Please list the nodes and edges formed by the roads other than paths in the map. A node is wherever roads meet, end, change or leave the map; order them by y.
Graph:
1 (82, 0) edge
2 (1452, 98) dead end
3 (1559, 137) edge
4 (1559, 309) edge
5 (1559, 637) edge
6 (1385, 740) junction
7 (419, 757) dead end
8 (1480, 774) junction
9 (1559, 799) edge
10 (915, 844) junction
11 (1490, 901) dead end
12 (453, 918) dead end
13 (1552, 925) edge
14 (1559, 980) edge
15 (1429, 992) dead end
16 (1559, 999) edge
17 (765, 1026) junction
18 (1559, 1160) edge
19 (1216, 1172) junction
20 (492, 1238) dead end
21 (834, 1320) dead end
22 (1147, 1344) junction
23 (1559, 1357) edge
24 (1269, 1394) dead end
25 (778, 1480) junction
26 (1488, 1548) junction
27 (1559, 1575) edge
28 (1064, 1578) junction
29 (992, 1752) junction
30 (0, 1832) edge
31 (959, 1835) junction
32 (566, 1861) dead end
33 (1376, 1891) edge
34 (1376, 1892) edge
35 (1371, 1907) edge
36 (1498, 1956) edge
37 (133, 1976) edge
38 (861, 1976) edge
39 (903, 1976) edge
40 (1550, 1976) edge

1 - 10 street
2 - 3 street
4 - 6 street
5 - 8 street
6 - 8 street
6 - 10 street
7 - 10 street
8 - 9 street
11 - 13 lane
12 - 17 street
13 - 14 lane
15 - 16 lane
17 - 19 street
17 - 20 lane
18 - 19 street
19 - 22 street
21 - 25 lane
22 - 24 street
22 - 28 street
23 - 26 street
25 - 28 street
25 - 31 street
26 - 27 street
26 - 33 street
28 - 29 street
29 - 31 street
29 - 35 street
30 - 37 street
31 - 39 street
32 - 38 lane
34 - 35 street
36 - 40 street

____

Write out every line of the preceding listing that contains "lane".

11 - 13 lane
13 - 14 lane
15 - 16 lane
17 - 20 lane
21 - 25 lane
32 - 38 lane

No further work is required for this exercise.